As we approach the mid-point of the season, the Denver Broncos are still in the midst of trying to find the right balance on defense.
For the first three games of the season, Denver’s defense averaged only 3.2 YPC given up on the ground, but they were one of the worst teams in the league at giving up yardage over the middle and on play action.
Thus, in an effort to stop the bleeding through the air, Denver shifted their tactics, and in turn gave up two 200 yard rushers in back to back weeks.
So where is the middle ground?
I joined the folks over at Orange and Blue 760 yesterday (starting at the 15:00 mark) and discussed this storyline, among other topics, to try and see what has gotten us to this point, and where Denver goes from here.
Let’s take a look at it.
If you have followed my stuff over the last few seasons, I have been talking about the initial adjustment Denver made to their run defense when Vance Joseph and Joe Woods took over.
In 2016 under Wade Phillips, the run defense struggled mightily, finishing in the bottom half of the league and having several games where it seemed impossible to stop anyone on the ground.
In 2017, Vance Joseph and Joe Woods got together and made adjustments to how they were playing the run. I documented this change and its effects back in January, check it out for a full breakdown. And it worked - really well. Denver finished 2017 with the #1 YPC given on the ground, and top 5 in overall yards allowed. I say this mainly because people like to pile on Vance Joseph and Joe Woods (rightly so at times) without giving them credit for the positive things they have done.
So without getting too in-depth here’s a quick recap of the main adjustment. Denver had been struggling against long developing runs with their linebackers slow to read and react, causing them to get caught in the trash on running plays.

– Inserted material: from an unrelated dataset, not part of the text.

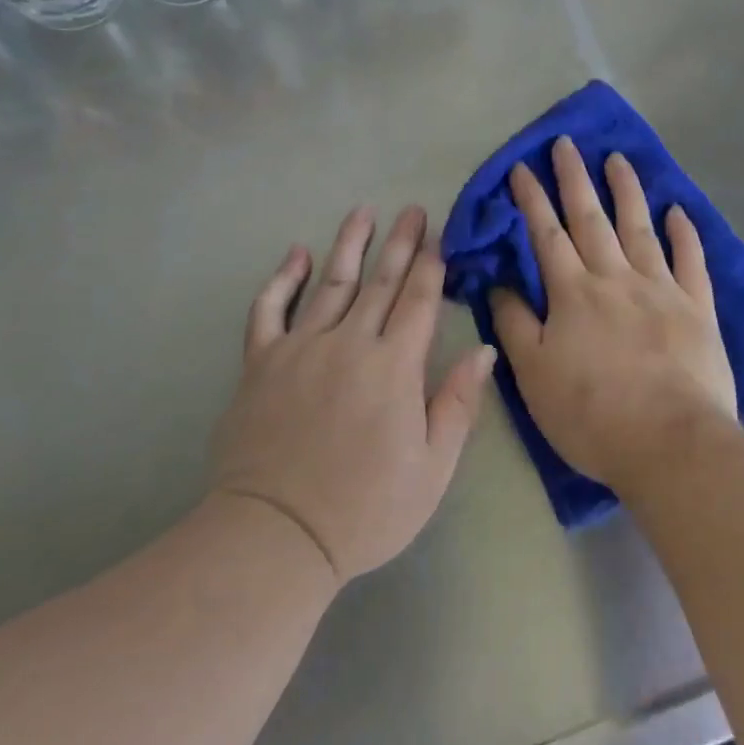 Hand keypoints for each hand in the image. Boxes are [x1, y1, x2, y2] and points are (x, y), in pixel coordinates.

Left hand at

So Joe Woods, being a student of Wade Phillips and his philosophy of keeping things simple and letting players go play, implemented this adjustment.

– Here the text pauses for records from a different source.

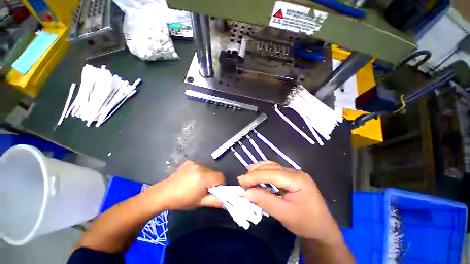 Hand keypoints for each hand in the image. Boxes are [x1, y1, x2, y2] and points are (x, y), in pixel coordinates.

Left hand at [147, 160, 224, 209]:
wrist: (163, 193)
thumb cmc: (182, 200)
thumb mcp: (200, 203)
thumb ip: (215, 201)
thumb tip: (227, 202)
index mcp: (203, 177)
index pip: (221, 177)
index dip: (220, 184)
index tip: (213, 190)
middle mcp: (200, 167)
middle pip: (214, 172)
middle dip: (212, 180)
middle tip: (204, 188)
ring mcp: (194, 163)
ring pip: (208, 169)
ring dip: (206, 176)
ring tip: (196, 183)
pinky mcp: (190, 161)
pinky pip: (200, 166)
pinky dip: (199, 171)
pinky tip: (191, 177)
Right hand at [238, 161, 342, 244]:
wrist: (322, 228)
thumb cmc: (306, 223)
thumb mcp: (284, 214)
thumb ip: (265, 201)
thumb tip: (246, 193)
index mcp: (297, 179)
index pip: (272, 173)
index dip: (255, 176)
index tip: (241, 181)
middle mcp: (295, 172)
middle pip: (271, 167)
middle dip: (255, 173)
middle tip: (242, 180)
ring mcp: (294, 173)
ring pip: (272, 166)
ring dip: (259, 170)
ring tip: (247, 175)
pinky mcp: (291, 177)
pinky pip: (275, 170)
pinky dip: (264, 172)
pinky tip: (257, 174) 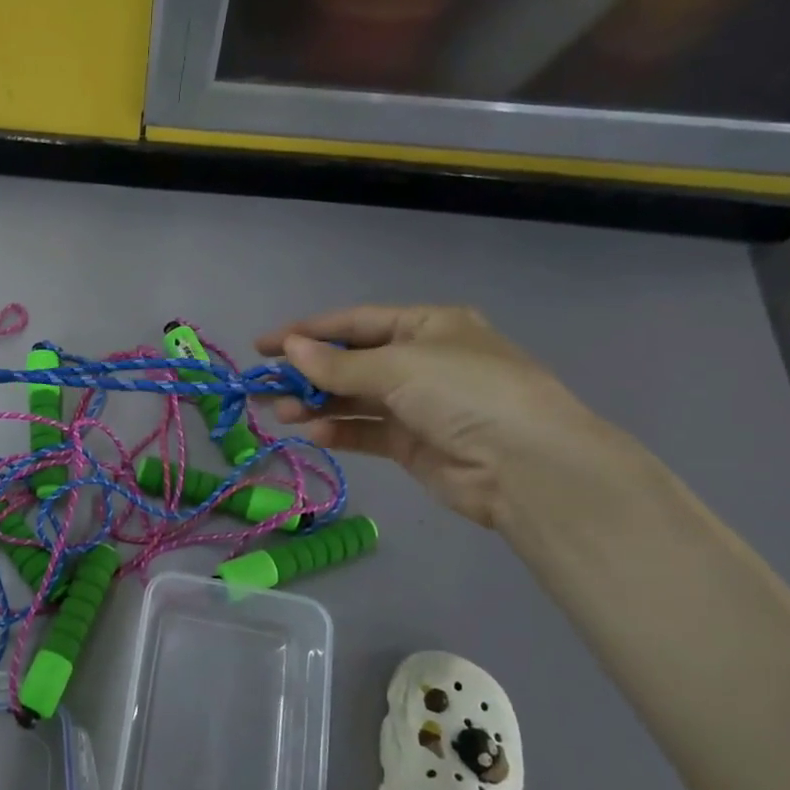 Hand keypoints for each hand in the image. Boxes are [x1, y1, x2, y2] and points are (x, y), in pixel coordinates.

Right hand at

The linebackers, in certain situations, whenever they saw a double team on a defensive lineman, they would crash into the open gap, like Todd Davis does here. This would throw off the timing of blocks, cause disruption, and allowed either the linebacker to make the TFL, or cause the offensive line to break rank and come off the double team, leaving the defensive lineman 1-on-1.
This worked well in 2017, and into the beginning of 2018. However, offensive coaches are no dummies and saw the film from 2017. So, they did the natural thing to counter this.
Here is week 3 against the Ravens. Brandon Marshall sees the double team on Derek Wolfe (above) and crashes, like he has been coaches to do.
Well, while Marshall was doing that, the tight end slipped out behind him and became wide open, as Todd Davis was peeking in the backfield as well and was much too shallow.
The result is a receiver running free down the middle of the field.
Now there’s a lot of things going on here. The safeties are giving extra help to the corners because the corners had been struggling so they were absent from the middle of the field.
Additionally, the crashing linebacker isn’t a bad strategy, but it requires communication and recognition between the linebackers. If Marshall is going to crash, Davis needs to drop to fill in the hole in coverage, but without abandoning his gap entirely in case it is a run.
Swing and a miss
Thus, like every fan and media member was calling for, if you recall, Denver adjusted to try and stop the bleeding over the middle of the field and being burned on play action. This led to them playing more nickel defense, and the linebackers being less aggressive.
It also completely switched up their run fits and the way they were attacking the run, since they had been practicing and playing it a certain way for so long. That’s why we saw such terrible miscommunication against the Jets and Rams, and the run defense paid the price.
Here’s a play against the Rams that demonstrates the timidness Denver was exhibiting in the run game, to avoid being burned on play action. Check out Todd Davis circled above.
Davis is trying to avoid what happened against the Ravens, especially since they are playing against a team who is the best in the league at play action. So he drops back into the passing lane. Leaving an alley the size of Texas on the backside for Gurley.
Now, again, this isn’t all that’s going on as Denver was having problems adjusting their run fits to the Rams’ motion, and McVay did some of the exact same things the Jets did the week prior to exploit Denver’s nickel defense, but this is clearly a primary issue for Denver’s linebackers.
So where do they go from here? We began to see a shift in Denver’s strategy on Thursday night against the Cardinals, as I wrote about after the game, where Denver met in the midle a bit on run defense. The linebackers weren’t crashing as heavily against the run, being aware of the passing lanes, but they stayed in their base front so as not to be gashed too heavily like they were in nickel defense.
Essentially, they’re putting more pressure on their defensive line and outside linebackers as opposed to the inside linebackers, which is the place to put the heaviest load, given the talent they have on the defensive line, in my opinion.
So that’s a brief history of how we got here, Broncos Country. We’ll see how it plays out against the Chiefs, and if Denver can find that happy medium to be able to slow down their attack on Sunday.